5.5. Available withdrawal methods, minimum withdrawal amounts, expected processing times, and any applicable fees will be published on the Website or otherwise communicated through the Affiliate dashboard.

5.6. All Commissions are calculated in USD. If withdrawal is made in another currency, the exchange rate applied at the time of processing will govern. Any conversion fees or third-party charges are borne by the Affiliate.

5.7. The Affiliate is solely responsible for any tax, reporting, accounting, social security, VAT, withholding, or similar obligations arising from participation in the Program and any amounts earned under it. The Provider does not provide tax advice, does not calculate taxes on behalf of Affiliates, and does not withhold taxes unless explicitly required by applicable law.

6. Cancellation and Reversal of Commissions

6.1. A Commission may be cancelled, reversed, withheld, or adjusted where the underlying order, payout, or referral activity is later found to be invalid, including where:
6.1.1. the underlying order is refunded by the Provider for any reason;
6.1.2. the underlying order is subject to chargeback, payment dispute, reversal, or clawback;
6.1.3. the underlying order or referral activity is fraudulent, abusive, misleading, unlawful, or otherwise in breach of applicable terms;
6.1.4. the relevant customer, Affiliate, or Sub-Affiliate is found to have engaged in activity that compromises the integrity of the Program;
6.1.5. the Affiliate's participation in the Program is suspended or terminated in accordance with Article 10;
6.1.6. the Commission was generated in error, duplicated, miscalculated, or technically misattributed.

6.2. If a Commission has already cleared or has already been withdrawn at the time grounds for reversal arise, the Provider may: (a) deduct the relevant amount from the Balance Ledger; (b) offset the relevant amount against future Commissions or bonuses; or (c) request repayment of the relevant amount where reasonably necessary.

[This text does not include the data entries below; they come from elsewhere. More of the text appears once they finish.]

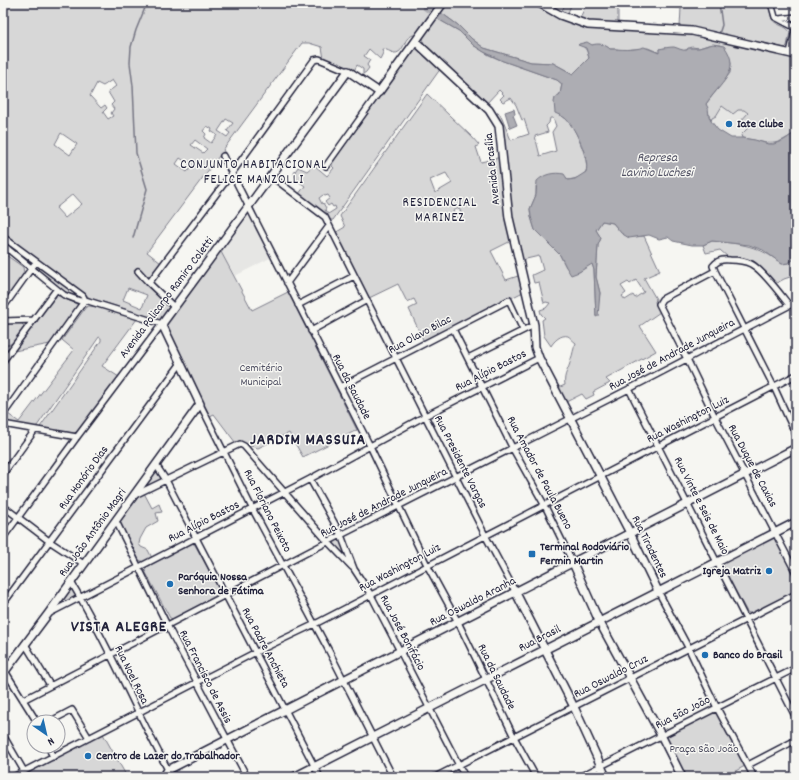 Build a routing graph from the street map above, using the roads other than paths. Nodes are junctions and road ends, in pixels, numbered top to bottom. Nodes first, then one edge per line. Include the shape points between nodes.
1 (539, 3) edge
2 (772, 3) edge
3 (440, 6) edge
4 (796, 17) edge
5 (779, 19) junction
6 (796, 27) edge
7 (416, 42) junction
8 (793, 54) edge
9 (348, 71) junction
10 (379, 92) junction
11 (223, 156) dead end
12 (326, 166) dead end
13 (232, 173) junction
14 (271, 176) junction
15 (248, 207) junction
16 (330, 226) junction
17 (4, 241) edge
18 (36, 262) junction
19 (32, 268) junction
20 (138, 271) dead end
21 (715, 271) junction
22 (354, 276) junction
23 (149, 283) junction
24 (287, 283) junction
25 (56, 290) junction
26 (85, 300) junction
27 (366, 300) junction
28 (796, 302) edge
29 (298, 305) junction
30 (789, 305) junction
31 (3, 308) edge
32 (174, 308) junction
33 (34, 320) junction
34 (3, 321) edge
35 (162, 324) junction
36 (534, 325) junction
37 (453, 329) junction
38 (744, 329) junction
39 (523, 330) junction
40 (311, 331) junction
41 (3, 350) edge
42 (11, 350) junction
43 (468, 358) junction
44 (539, 358) junction
45 (396, 359) junction
46 (687, 359) junction
47 (3, 361) edge
48 (181, 363) junction
49 (796, 375) edge
50 (340, 387) junction
51 (483, 387) junction
52 (774, 387) junction
53 (630, 390) junction
54 (200, 404) junction
55 (3, 415) edge
56 (425, 416) junction
57 (715, 417) junction
58 (571, 419) junction
59 (796, 420) edge
60 (790, 423) junction
61 (3, 424) edge
62 (35, 430) junction
63 (796, 435) edge
64 (77, 437) junction
65 (370, 446) junction
66 (659, 446) junction
67 (796, 448) edge
68 (513, 449) junction
69 (224, 451) junction
70 (156, 465) junction
71 (3, 474) edge
72 (745, 475) junction
73 (600, 476) junction
74 (457, 477) junction
75 (310, 479) junction
76 (166, 480) junction
77 (284, 492) junction
78 (135, 495) junction
79 (688, 504) junction
80 (3, 506) edge
81 (545, 506) junction
82 (399, 507) junction
83 (252, 508) junction
84 (18, 518) junction
85 (116, 521) junction
86 (796, 522) edge
87 (775, 532) junction
88 (630, 533) junction
89 (341, 535) junction
90 (485, 535) junction
91 (3, 538) edge
92 (196, 538) junction
93 (49, 541) junction
94 (328, 542) junction
95 (718, 562) junction
96 (573, 563) junction
97 (84, 564) junction
98 (427, 564) junction
99 (283, 566) junction
100 (139, 567) junction
101 (354, 569) junction
102 (796, 573) edge
103 (71, 582) junction
104 (658, 591) junction
105 (516, 593) junction
106 (796, 594) edge
107 (225, 595) junction
108 (371, 595) junction
109 (80, 597) junction
110 (3, 604) edge
111 (48, 614) junction
112 (746, 619) junction
113 (599, 621) junction
114 (458, 622) junction
115 (167, 624) junction
116 (315, 624) junction
117 (24, 644) junction
118 (544, 649) junction
119 (689, 649) junction
120 (256, 652) junction
121 (401, 652) junction
122 (110, 654) junction
123 (796, 668) edge
124 (4, 672) edge
125 (486, 678) junction
126 (630, 678) junction
127 (776, 678) junction
128 (344, 681) junction
129 (197, 683) junction
130 (50, 685) junction
131 (23, 700) junction
132 (430, 707) junction
133 (574, 707) junction
134 (716, 708) junction
135 (286, 710) junction
136 (138, 712) junction
137 (32, 714) edge
138 (64, 714) edge
139 (796, 718) edge
140 (3, 735) edge
141 (661, 735) junction
142 (372, 737) junction
143 (514, 737) junction
144 (89, 738) junction
145 (226, 740) junction
146 (796, 740) edge
147 (52, 754) edge
148 (53, 757) junction
149 (459, 765) junction
150 (748, 765) junction
151 (315, 766) junction
152 (600, 766) junction
153 (24, 771) junction
154 (170, 774) edge
155 (13, 777) edge
156 (163, 777) edge
157 (246, 777) edge
158 (294, 777) edge
159 (320, 777) edge
160 (393, 777) edge
161 (435, 777) edge
162 (465, 777) edge
163 (536, 777) edge
164 (579, 777) edge
165 (606, 777) edge
166 (682, 777) edge
167 (754, 777) edge

1 - 8 street via 588,25 692,31
2 - 5 street via 774,15
3 - 7 street
4 - 5 street
5 - 6 street
6 - 8 street
7 - 10 street
7 - 36 street, Avenida Brasília via 489,110 499,126 509,218
9 - 10 street
9 - 13 street via 319,59 314,60
9 - 14 street, Avenida Policarpo Ramiro Coletti
10 - 12 street
11 - 13 street, Rua da Saudade
13 - 15 street, Rua da Saudade
13 - 23 street
14 - 15 street, Avenida Policarpo Ramiro Coletti
14 - 16 street, Rua Presidente Vargas via 325,217
15 - 24 street, Rua da Saudade
15 - 32 street, Avenida Policarpo Ramiro Coletti
16 - 22 street, Rua Presidente Vargas
16 - 24 street
17 - 18 street
17 - 19 street
18 - 19 street
18 - 26 street
19 - 25 street
19 - 31 street
20 - 23 street
21 - 30 street via 713,266 722,260 753,264
21 - 38 street
21 - 46 street, Rua Duque de Caxias via 662,299 659,304
22 - 27 street, Rua Presidente Vargas
22 - 29 street
23 - 32 street
24 - 29 street, Rua da Saudade
25 - 26 street via 80,301
25 - 33 street
26 - 35 street
26 - 55 street
27 - 40 street
27 - 45 street, Rua Presidente Vargas
28 - 30 street, Rua José de Andrade Junqueira
29 - 40 street, Rua da Saudade
30 - 38 street, Rua José de Andrade Junqueira
32 - 35 street, Avenida Policarpo Ramiro Coletti
33 - 34 street
33 - 42 street
35 - 48 street, Rua Floriano Peixoto
35 - 64 street, Avenida Policarpo Ramiro Coletti
36 - 39 street
36 - 44 street, Rua Tiradentes via 535,347
37 - 39 street, Rua Olavo Bilac via 509,300
37 - 43 street, Rua Amador de Paula Bueno
37 - 45 street, Rua Olavo Bilac
38 - 46 street, Rua José de Andrade Junqueira
38 - 52 street
39 - 43 street
40 - 50 street, Rua da Saudade
41 - 42 street
42 - 47 street
43 - 51 street, Rua Amador de Paula Bueno
44 - 51 street, Rua Alípio Bastos
44 - 58 street, Rua Tiradentes
45 - 50 street, Rua Olavo Bilac
45 - 56 street, Rua Presidente Vargas
46 - 53 street, Rua José de Andrade Junqueira
46 - 57 street, Rua Duque de Caxias
48 - 54 street, Rua Floriano Peixoto
48 - 93 street, Rua Honório Dias
49 - 52 street, Rua Washington Luiz
50 - 65 street, Rua da Saudade
51 - 56 street, Rua Alípio Bastos
51 - 68 street, Rua Amador de Paula Bueno
52 - 57 street, Rua Washington Luiz
52 - 60 street
53 - 58 street, Rua José de Andrade Junqueira
53 - 66 street, Rua Vinte e Seis de Maio
54 - 69 street, Rua Floriano Peixoto
54 - 70 street, Rua João Antônio Magri
56 - 65 street, Rua Alípio Bastos
56 - 74 street, Rua Presidente Vargas
57 - 66 street, Rua Washington Luiz
57 - 72 street, Rua Duque de Caxias
58 - 68 street, Rua José de Andrade Junqueira
58 - 73 street, Rua Tiradentes
59 - 60 street
60 - 63 street
61 - 62 street
62 - 64 street
62 - 71 street
64 - 84 street, Avenida Policarpo Ramiro Coletti
65 - 75 street, Rua Alípio Bastos
65 - 82 street, Rua da Saudade
66 - 73 street, Rua Washington Luiz
66 - 79 street, Rua Vinte e Seis de Maio
67 - 72 street, Rua Oswaldo Aranha
68 - 74 street, Rua José de Andrade Junqueira
68 - 81 street, Rua Amador de Paula Bueno
69 - 76 street
69 - 77 street via 240,444 244,446
69 - 83 street, Rua Floriano Peixoto
70 - 76 street, Rua Padre Anchieta
70 - 78 street, Rua João Antônio Magri
72 - 79 street, Rua Oswaldo Aranha
72 - 87 street, Rua Duque de Caxias
73 - 81 street, Rua Washington Luiz
73 - 88 street, Rua Tiradentes
74 - 82 street, Rua José de Andrade Junqueira
74 - 90 street, Rua Presidente Vargas
75 - 77 street, Rua Alípio Bastos
75 - 89 street, Rua José Bonifácio
76 - 78 street
76 - 92 street, Rua Padre Anchieta
77 - 83 street, Rua Alípio Bastos
77 - 94 street
78 - 85 street, Rua João Antônio Magri
79 - 88 street, Rua Oswaldo Aranha
79 - 95 street, Rua Vinte e Seis de Maio
80 - 84 street
81 - 90 street, Rua Washington Luiz
81 - 96 street, Rua Amador de Paula Bueno
82 - 89 street, Rua José de Andrade Junqueira
82 - 98 street, Rua da Saudade
83 - 92 street, Rua Alípio Bastos
83 - 99 street, Rua Floriano Peixoto
84 - 91 street, Avenida Policarpo Ramiro Coletti
84 - 93 street
85 - 97 street, Rua João Antônio Magri
85 - 100 street, Rua Francisco de Assis
86 - 87 street, Rua Brasil
87 - 95 street, Rua Brasil
87 - 102 street, Rua Duque de Caxias
88 - 96 street, Rua Oswaldo Aranha
88 - 104 street, Rua Tiradentes
89 - 94 street, Rua José de Andrade Junqueira
89 - 101 street, Rua José Bonifácio
90 - 98 street, Rua Washington Luiz
90 - 105 street, Rua Presidente Vargas
92 - 100 street, Rua Alípio Bastos
92 - 107 street, Rua Padre Anchieta
93 - 97 street
93 - 110 street, Rua Honório Dias
94 - 99 street, Rua José de Andrade Junqueira
94 - 101 street
95 - 104 street, Rua Brasil
95 - 112 street, Rua Vinte e Seis de Maio
96 - 105 street, Rua Oswaldo Aranha
96 - 113 street, Rua Amador de Paula Bueno
97 - 103 street, Rua João Antônio Magri
98 - 108 street, Rua Washington Luiz
98 - 114 street, Rua da Saudade
99 - 107 street, Rua José de Andrade Junqueira
99 - 116 street, Rua Floriano Peixoto
100 - 109 street, Rua Alípio Bastos
100 - 115 street, Rua Francisco de Assis
101 - 108 street, Rua José Bonifácio
103 - 109 street, Rua Noel Rosa
103 - 111 street, Rua João Antônio Magri
104 - 113 street, Rua Brasil
104 - 119 street, Rua Tiradentes
105 - 114 street, Rua Oswaldo Aranha
105 - 118 street, Rua Presidente Vargas
106 - 112 street, Rua Oswaldo Cruz
107 - 115 street, Rua José de Andrade Junqueira
107 - 120 street, Rua Padre Anchieta
108 - 116 street, Rua Washington Luiz
108 - 121 street, Rua José Bonifácio
109 - 111 street, Rua Alípio Bastos
109 - 122 street, Rua Noel Rosa
111 - 117 street, Rua João Antônio Magri
112 - 119 street, Rua Oswaldo Cruz
112 - 127 street, Rua Vinte e Seis de Maio
113 - 118 street, Rua Brasil
113 - 126 street, Rua Amador de Paula Bueno
114 - 121 street, Rua Oswaldo Aranha
114 - 125 street, Rua da Saudade
115 - 122 street, Rua José de Andrade Junqueira
115 - 129 street, Rua Francisco de Assis
116 - 120 street, Rua Washington Luiz
116 - 128 street, Rua Floriano Peixoto
117 - 124 street, Rua João Antônio Magri
117 - 130 street
118 - 125 street, Rua Brasil
118 - 133 street, Rua Presidente Vargas
119 - 126 street, Rua Oswaldo Cruz
119 - 134 street, Rua Tiradentes
120 - 129 street, Rua Washington Luiz
120 - 135 street, Rua Padre Anchieta
121 - 128 street, Rua Oswaldo Aranha
121 - 132 street, Rua José Bonifácio
122 - 130 street, Rua José de Andrade Junqueira
122 - 136 street, Rua Noel Rosa
123 - 127 street, Rua São João
124 - 131 street
125 - 132 street, Rua Brasil
125 - 143 street, Rua da Saudade
126 - 133 street, Rua Oswaldo Cruz
126 - 141 street, Rua Amador de Paula Bueno
127 - 134 street, Rua São João
127 - 139 street, Rua Vinte e Seis de Maio
128 - 135 street, Rua Oswaldo Aranha
128 - 142 street, Rua Floriano Peixoto
129 - 136 street, Rua Washington Luiz
129 - 145 street, Rua Francisco de Assis
130 - 131 street, Rua José de Andrade Junqueira
131 - 137 street
132 - 142 street, Rua Brasil
132 - 149 street, Rua José Bonifácio
133 - 143 street, Rua Oswaldo Cruz
133 - 152 street, Rua Presidente Vargas
134 - 141 street, Rua São João
134 - 150 street, Rua Tiradentes
135 - 145 street, Rua Oswaldo Aranha
135 - 151 street, Rua Padre Anchieta
136 - 144 street, Rua Washington Luiz
136 - 154 street, Rua Noel Rosa
138 - 144 street via 72,710
140 - 153 street
141 - 152 street, Rua São João
141 - 166 street, Rua Amador de Paula Bueno
142 - 151 street, Rua Brasil
142 - 160 street, Rua Floriano Peixoto
143 - 149 street, Rua Oswaldo Cruz
143 - 163 street, Rua da Saudade
144 - 148 street, Rua Washington Luiz
145 - 154 street, Rua Oswaldo Aranha
145 - 157 street, Rua Francisco de Assis
146 - 150 street
147 - 148 street
148 - 153 street, Rua Washington Luiz
149 - 161 street, Rua Oswaldo Cruz
149 - 162 street, Rua José Bonifácio
150 - 167 street, Rua Tiradentes
151 - 158 street, Rua Brasil
151 - 159 street, Rua Padre Anchieta
152 - 164 street, Rua São João
152 - 165 street, Rua Presidente Vargas
153 - 155 street, Rua Washington Luiz
154 - 156 street, Rua Oswaldo Aranha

6.3. The Provider shall not be liable for any loss, cost, or expectation arising from a Commission cancellation, reversal, or withholding carried out in accordance with these Affiliate Terms.

7. Bonus System

In addition to recurring Commissions, the Program may include bonus incentives. Unless expressly stated otherwise, all bonus incentives remain subject to compliance, anti-abuse review, and the general operation of the Program.

7.1 Recruitment Bonus
7.1.1. A one-time $500 USD bonus is awarded where a direct Level 1 Sub-Affiliate successfully unlocks Network Bonuses under Article 4.2.2.
7.1.2. This bonus is awarded once per qualifying direct Sub-Affiliate and only to that Sub-Affiliate's direct parent.

7.2 Milestone Bonuses
7.2.1. One-time bonuses are awarded when an Affiliate reaches cumulative unique Eligible Customer thresholds: $1,000 USD at 100 customers, $5,000 USD at 500 customers, $15,000 USD at 1,000 customers, and $50,000 USD at 5,000 customers.
7.2.2. Each milestone may be earned only once. Milestone Bonuses are not cumulative.

7.3 Monthly Rank Bonuses
7.3.1. Affiliates may qualify for monthly rank bonuses based on their Network's performance metrics during the preceding calendar month: Rising Star: $500 USD. Requirements: $10,000+ Team Volume, 50+ Team Customers, 3+ Active Sub-Affiliates. Elite: $2,000 USD. Requirements: $50,000+ Team Volume, 200+ Team Customers, 10+ Active Sub-Affiliates. Legend: $7,500 USD. Requirements: $150,000+ Team Volume, 500+ Team Customers, 25+ Active Sub-Affiliates. Partner: $20,000 USD. Requirements: $400,000+ Team Volume, 1,000+ Team Customers, 50+ Active Sub-Affiliates.
7.3.2. All three requirements must be met simultaneously to qualify for a rank.
7.3.3. Only the highest rank achieved in a given month is awarded. Monthly ranks are not cumulative.
7.3.4. For the purposes of this Article: (a) "Team Volume" means total USD revenue generated by the Affiliate's entire Network during the relevant calendar month; (b) "Team Customers" means total new unique customers across the Affiliate's entire Network during the relevant calendar month; (c) "Active Sub-Affiliates" means direct Sub-Affiliates who generated at least one completed order during the relevant calendar month.
7.3.5. Monthly rank calculations are generally performed on the first day of the following calendar month.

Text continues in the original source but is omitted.